The fact is that as far as Eric Dolphy was ahead of his time - he studied flute and composition at Darmstadt in the '50s with Italian contemporary musician Federico Gazzelloni, but more than that, his practice of harmonic resolution was so wider than Charlie Parker's that his faster playing was resulting in fact so slow ... and one really understand why some of his best playing can be heard on his pieces for cello, vibes and bass clarinet, while his approach to group composing as heard on Ornette's 'Free Jazz' was so oblique and spacey that, compared to many big free jazz bands today, you really hear what the sense of instantaneous composition can be - so Henry Threadgill can be considered today one of the best composers you'll ever meet both on record and on concert.
Few names can be put at his level: Anthony Braxton, Lawrence D. 'Butch' Morris (the only younger composer to reach the peak of this previous generation) for sure. Cecil Taylor. And such undeservedly underestimated composers/improvisers as Anthony Davis and George Lewis. Julius Hemphill, if he were alive and well. Not by chance many young players, the most interesting nowadays - I wrote directly and with great pleasure about them on this blog: skim through it to find them, then enjoy their own music - were working with many of the names I put down there.
And more, there are the musicians on the stage. Stomu Takeishi (bass guitar) came in the US in 1983 as a koto player (an instrument now well known in the avant garde / improvised milieu also thanks to the post-modern efforts of the second 'loft-era' generation, but at that time almost unknown as Japanese music in general), then deeply involved in studying and performing fretless bass guitar so to become one of the most sensitive performers on that instrument as far as sound and timbre - check out Myra Melford's Crush trio on records.
Christopher Liberty Ellman was born in London in 1971 but studied and started playing guitar in San Francisco, listening to the music of Jimi Hendrix, Miles Davis and jamming after seeing people like Tony Williams, McCoy Tyner, Ahmad Jamal, Oscar Peterson and, while in NY, playing with Trevor Dunn, Vijay Iyer and Steve Coleman, just to name a few. José Davila played trombone and tuba with Ray Charles and Tito Puente. Christopher Hoffman is a multi-instrumentalist - he plays cello with Zooid - and his range of collaborations deals with Marc Ribot, Marianne Faithfull, Bebel Gilberto, Willie Nile, John Zorn. Elliott Kavee has in his roster Myra Melford, Omar Sosa and Rudresh Mahanthappa.
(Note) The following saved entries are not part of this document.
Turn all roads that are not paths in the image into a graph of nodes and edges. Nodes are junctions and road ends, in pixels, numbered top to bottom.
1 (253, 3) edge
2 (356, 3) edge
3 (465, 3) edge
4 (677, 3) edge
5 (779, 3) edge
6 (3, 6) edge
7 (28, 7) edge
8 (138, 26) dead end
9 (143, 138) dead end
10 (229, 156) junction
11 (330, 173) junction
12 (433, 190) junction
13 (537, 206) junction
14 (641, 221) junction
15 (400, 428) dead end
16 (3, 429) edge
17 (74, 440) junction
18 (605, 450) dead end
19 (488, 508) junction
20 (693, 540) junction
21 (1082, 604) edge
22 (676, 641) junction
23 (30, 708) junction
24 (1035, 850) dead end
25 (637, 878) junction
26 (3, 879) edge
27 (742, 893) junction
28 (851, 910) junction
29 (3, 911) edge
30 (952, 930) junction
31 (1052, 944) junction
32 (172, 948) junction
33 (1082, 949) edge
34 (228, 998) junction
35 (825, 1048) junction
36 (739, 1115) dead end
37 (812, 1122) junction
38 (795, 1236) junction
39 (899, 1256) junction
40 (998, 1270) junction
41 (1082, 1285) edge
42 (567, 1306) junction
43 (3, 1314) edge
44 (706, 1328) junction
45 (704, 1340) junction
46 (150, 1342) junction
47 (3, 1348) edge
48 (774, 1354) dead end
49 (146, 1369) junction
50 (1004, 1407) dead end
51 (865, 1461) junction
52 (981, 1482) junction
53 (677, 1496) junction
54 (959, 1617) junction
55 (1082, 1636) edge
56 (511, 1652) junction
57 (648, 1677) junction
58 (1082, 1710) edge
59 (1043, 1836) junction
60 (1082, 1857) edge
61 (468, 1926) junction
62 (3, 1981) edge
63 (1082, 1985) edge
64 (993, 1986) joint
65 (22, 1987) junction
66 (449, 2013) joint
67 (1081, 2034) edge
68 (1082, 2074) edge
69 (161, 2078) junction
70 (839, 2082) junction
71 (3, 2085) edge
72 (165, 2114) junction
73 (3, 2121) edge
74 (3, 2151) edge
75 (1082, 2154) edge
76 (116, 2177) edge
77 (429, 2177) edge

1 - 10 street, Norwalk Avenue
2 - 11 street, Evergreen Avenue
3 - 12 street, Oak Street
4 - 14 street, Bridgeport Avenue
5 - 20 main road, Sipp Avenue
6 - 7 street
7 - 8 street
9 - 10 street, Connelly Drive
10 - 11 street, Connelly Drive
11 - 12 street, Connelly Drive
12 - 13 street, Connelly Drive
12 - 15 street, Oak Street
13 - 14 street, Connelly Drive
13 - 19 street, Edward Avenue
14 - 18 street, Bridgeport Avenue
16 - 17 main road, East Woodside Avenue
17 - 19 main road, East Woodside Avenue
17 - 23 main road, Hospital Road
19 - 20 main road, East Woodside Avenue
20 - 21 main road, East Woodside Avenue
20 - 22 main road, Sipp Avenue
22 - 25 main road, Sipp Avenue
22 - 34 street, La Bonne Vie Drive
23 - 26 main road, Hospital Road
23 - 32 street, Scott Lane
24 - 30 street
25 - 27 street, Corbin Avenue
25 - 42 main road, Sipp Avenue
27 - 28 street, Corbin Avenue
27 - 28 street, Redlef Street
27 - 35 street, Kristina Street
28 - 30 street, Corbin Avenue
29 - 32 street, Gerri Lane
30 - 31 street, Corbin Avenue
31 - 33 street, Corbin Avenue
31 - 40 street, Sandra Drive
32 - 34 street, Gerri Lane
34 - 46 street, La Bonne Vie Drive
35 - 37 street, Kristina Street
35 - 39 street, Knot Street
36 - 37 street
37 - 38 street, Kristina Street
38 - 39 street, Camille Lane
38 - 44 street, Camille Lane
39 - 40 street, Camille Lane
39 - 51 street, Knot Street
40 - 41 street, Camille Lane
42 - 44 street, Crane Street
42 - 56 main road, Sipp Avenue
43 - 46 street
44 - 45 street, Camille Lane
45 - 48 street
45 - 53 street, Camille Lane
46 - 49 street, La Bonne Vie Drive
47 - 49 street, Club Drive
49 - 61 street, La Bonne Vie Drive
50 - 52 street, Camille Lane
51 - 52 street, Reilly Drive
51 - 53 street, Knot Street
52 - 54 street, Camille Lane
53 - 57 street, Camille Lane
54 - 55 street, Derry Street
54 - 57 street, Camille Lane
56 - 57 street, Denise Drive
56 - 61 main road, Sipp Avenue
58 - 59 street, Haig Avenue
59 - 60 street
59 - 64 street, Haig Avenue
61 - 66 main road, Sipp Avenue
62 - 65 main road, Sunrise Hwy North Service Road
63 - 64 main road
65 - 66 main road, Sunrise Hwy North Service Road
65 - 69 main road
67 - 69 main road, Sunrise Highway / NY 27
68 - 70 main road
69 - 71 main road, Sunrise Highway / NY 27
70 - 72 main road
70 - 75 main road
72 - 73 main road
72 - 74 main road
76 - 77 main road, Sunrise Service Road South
If you want an idea of what Zooid sounds like, think first about what the word means - 'an organic cell or organized body that has independent movement within a living organism' - and then imagine the music as made by six musicians dealing with all the sound dynamics involved with the timbre and grain of their instruments and their possible nuances, giving life to a slightly suspended groove coming from the same tradition Threadgill was involved since his first steps as a composer - that is, Scott Joplin and dance music - in which the listener can find suggestions coming from the blues, latin rhythms and flamenco, even if none of them is univocally defined.
There is no single, leading voice in the compositions, even if sometimes Threadgill's alto can work as a collector of energies with its synthetic statements, but there's no dramatic call up, only a sense of suspended and gentle tenderness and a predilection for dialogue - guitar and bass, or cello and bass - instead of soloing. Zooid is the more delicate incarnation of Threadgill soul, coming rightly after the extroverted Very Very Circus and his meditative compositions on 1993 'Song Out of my Trees' and the four cellos and four acoustic guitars 'Making a Move' in 1995. The concert was recorded by BBC Radio 3 for a radio broadcast next saturday.